The concept of Drivers was added to overcome this; each SUT in the configuration may optionally have a Driver machine associated with it. If that is the case, the benchmark software is executed on the driver, accessing the database server on the SUT.
Hooks
There are various hooks that can be used to extend the functionality of the framework at various points. The primary driver of this is to allow us to include the framework as a GIT submodule in other projects, which include project-specific hook code to do things like install and configure a PostgreSQL extension as part of the test initialisation, and to log statistics from the extension pre and post run.
Ad-hoc Monitors
Shell scripts can be executed during test runs to log ad-hoc statistics. For example, the first monitor we added was one to monitor usage counts for blocks in PostgreSQL buffer cache, using the pg_buffercache extension. This allowed us to see the behaviour of the shared buffers under different workloads and with different size caches. The monitor records statistics in a CSV file which is automatically downloaded from the system being tested at the end of the run. An included helper script can then turn this into a graph for visualisation, or the file can be imported into a spreadsheet for analysis. The graph below is an example of the buffer cache monitoring from a pgbench test run:
sysctl Configuration
Support was added to allow the system's kernel to be configured prior to a run. This was necessitated when testing huge pages with different values for shared_buffers; we needed to be able to set the appropriate value for the vm.nr_hugepages kernel configuration parameter to correspond with the shared buffer size used for each run.
Work In Progress and Future Work
Still a work-in-progress at the moment, Devrim is currently working on adding support for Mark Wong's DBT-2 implementation, which will allow us to test with another workload.

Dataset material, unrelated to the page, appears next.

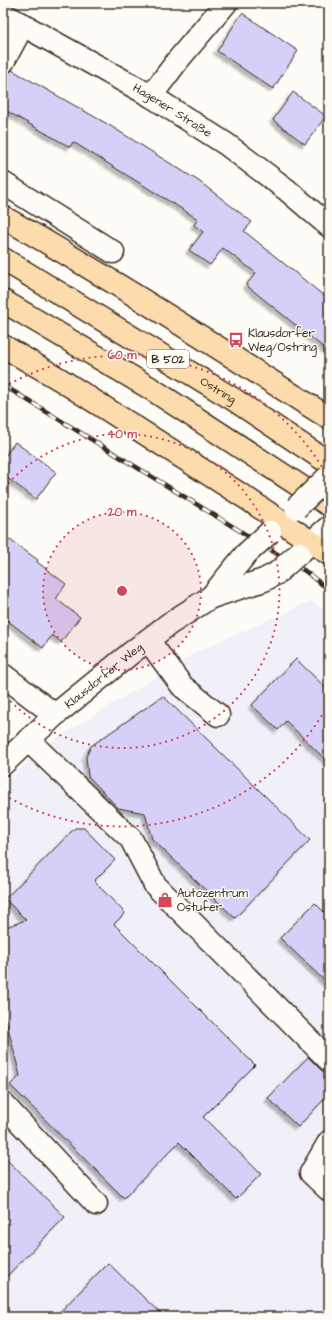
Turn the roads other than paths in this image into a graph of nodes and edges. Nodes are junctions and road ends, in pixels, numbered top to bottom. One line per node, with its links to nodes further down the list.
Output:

Additionally, during some recent testing of one of our projects, it became very clear that we need the ability to be able to define custom workloads in order to test specific changes; for example contrary to what you might expect, the TPROC-H tests in HammerDB don't include many large sorts, so when testing potential improvements to PostgreSQL sorting code we would benefit from the ability to run a benchmark specifically designed to exercise that code. pgbench has been designed to allow custom test scripts to be run, adding support for which could potentially solve this problem.
Conclusion
We're very proud of the framework we've built, and so decided to make it open source (under the PostgreSQL licence) in the hopes that others may find it useful as well. We've strived to design it to ensure that tests are easy to run in parallel on multiple machines at once, in an easy to use way that ensures valid and consistent results, whilst at the same time offering a high degree of configurability and customisation to help make it simple to use as part of development projects that may have specific needs and requirements.
You can find the framework on Github, along with a comprehensive README that should help you get up and running quickly and easily. Please feel free to give it a try, and log any issues or pull requests on Github.